[Items from a data source]

● ● ● ● ●

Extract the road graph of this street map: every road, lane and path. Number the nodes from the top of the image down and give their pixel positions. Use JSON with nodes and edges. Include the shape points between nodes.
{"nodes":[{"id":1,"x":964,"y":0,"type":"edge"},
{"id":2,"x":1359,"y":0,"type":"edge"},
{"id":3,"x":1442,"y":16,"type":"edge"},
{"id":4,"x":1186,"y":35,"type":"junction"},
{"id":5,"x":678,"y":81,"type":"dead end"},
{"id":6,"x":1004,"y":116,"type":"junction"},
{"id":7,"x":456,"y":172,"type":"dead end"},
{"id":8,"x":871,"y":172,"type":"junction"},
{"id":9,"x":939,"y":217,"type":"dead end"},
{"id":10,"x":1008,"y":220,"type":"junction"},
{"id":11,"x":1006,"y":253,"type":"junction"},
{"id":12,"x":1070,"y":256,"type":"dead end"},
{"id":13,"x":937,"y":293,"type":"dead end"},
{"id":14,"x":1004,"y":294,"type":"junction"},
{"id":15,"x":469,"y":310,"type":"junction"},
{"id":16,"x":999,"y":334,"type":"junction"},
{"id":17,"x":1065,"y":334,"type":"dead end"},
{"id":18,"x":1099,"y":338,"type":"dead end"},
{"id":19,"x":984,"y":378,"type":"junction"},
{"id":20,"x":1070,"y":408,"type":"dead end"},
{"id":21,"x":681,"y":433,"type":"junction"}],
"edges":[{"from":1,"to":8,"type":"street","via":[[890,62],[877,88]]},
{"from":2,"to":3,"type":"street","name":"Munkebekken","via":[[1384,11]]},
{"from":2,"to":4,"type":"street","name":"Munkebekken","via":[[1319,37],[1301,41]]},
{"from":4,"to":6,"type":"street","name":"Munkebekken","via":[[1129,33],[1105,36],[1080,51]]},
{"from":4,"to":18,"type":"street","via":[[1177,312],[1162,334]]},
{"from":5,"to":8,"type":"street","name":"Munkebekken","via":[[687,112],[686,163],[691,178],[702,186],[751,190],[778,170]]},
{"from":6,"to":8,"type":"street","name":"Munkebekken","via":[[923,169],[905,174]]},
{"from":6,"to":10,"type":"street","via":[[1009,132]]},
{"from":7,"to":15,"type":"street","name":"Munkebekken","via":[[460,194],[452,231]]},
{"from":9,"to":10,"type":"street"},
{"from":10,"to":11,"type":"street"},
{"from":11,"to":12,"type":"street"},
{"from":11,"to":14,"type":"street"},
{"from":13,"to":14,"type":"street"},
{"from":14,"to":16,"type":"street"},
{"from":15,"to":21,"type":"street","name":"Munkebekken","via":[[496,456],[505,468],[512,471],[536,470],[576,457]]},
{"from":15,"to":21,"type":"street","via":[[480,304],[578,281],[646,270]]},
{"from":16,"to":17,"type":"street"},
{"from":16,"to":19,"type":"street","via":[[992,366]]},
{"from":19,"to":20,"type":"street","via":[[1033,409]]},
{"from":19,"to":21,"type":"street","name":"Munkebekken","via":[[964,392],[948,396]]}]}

● ● ● ● ●

Line by line, set the records above down again exactly.

## Exercise solution
Extract the road graph of this street map: every road, lane and path. Number the nodes from the top of the image down and give their pixel positions. Use JSON with nodes and edges. Include the shape points between nodes.
{"nodes":[{"id":1,"x":964,"y":0,"type":"edge"},
{"id":2,"x":1359,"y":0,"type":"edge"},
{"id":3,"x":1442,"y":16,"type":"edge"},
{"id":4,"x":1186,"y":35,"type":"junction"},
{"id":5,"x":678,"y":81,"type":"dead end"},
{"id":6,"x":1004,"y":116,"type":"junction"},
{"id":7,"x":456,"y":172,"type":"dead end"},
{"id":8,"x":871,"y":172,"type":"junction"},
{"id":9,"x":939,"y":217,"type":"dead end"},
{"id":10,"x":1008,"y":220,"type":"junction"},
{"id":11,"x":1006,"y":253,"type":"junction"},
{"id":12,"x":1070,"y":256,"type":"dead end"},
{"id":13,"x":937,"y":293,"type":"dead end"},
{"id":14,"x":1004,"y":294,"type":"junction"},
{"id":15,"x":469,"y":310,"type":"junction"},
{"id":16,"x":999,"y":334,"type":"junction"},
{"id":17,"x":1065,"y":334,"type":"dead end"},
{"id":18,"x":1099,"y":338,"type":"dead end"},
{"id":19,"x":984,"y":378,"type":"junction"},
{"id":20,"x":1070,"y":408,"type":"dead end"},
{"id":21,"x":681,"y":433,"type":"junction"}],
"edges":[{"from":1,"to":8,"type":"street","via":[[890,62],[877,88]]},
{"from":2,"to":3,"type":"street","name":"Munkebekken","via":[[1384,11]]},
{"from":2,"to":4,"type":"street","name":"Munkebekken","via":[[1319,37],[1301,41]]},
{"from":4,"to":6,"type":"street","name":"Munkebekken","via":[[1129,33],[1105,36],[1080,51]]},
{"from":4,"to":18,"type":"street","via":[[1177,312],[1162,334]]},
{"from":5,"to":8,"type":"street","name":"Munkebekken","via":[[687,112],[686,163],[691,178],[702,186],[751,190],[778,170]]},
{"from":6,"to":8,"type":"street","name":"Munkebekken","via":[[923,169],[905,174]]},
{"from":6,"to":10,"type":"street","via":[[1009,132]]},
{"from":7,"to":15,"type":"street","name":"Munkebekken","via":[[460,194],[452,231]]},
{"from":9,"to":10,"type":"street"},
{"from":10,"to":11,"type":"street"},
{"from":11,"to":12,"type":"street"},
{"from":11,"to":14,"type":"street"},
{"from":13,"to":14,"type":"street"},
{"from":14,"to":16,"type":"street"},
{"from":15,"to":21,"type":"street","name":"Munkebekken","via":[[496,456],[505,468],[512,471],[536,470],[576,457]]},
{"from":15,"to":21,"type":"street","via":[[480,304],[578,281],[646,270]]},
{"from":16,"to":17,"type":"street"},
{"from":16,"to":19,"type":"street","via":[[992,366]]},
{"from":19,"to":20,"type":"street","via":[[1033,409]]},
{"from":19,"to":21,"type":"street","name":"Munkebekken","via":[[964,392],[948,396]]}]}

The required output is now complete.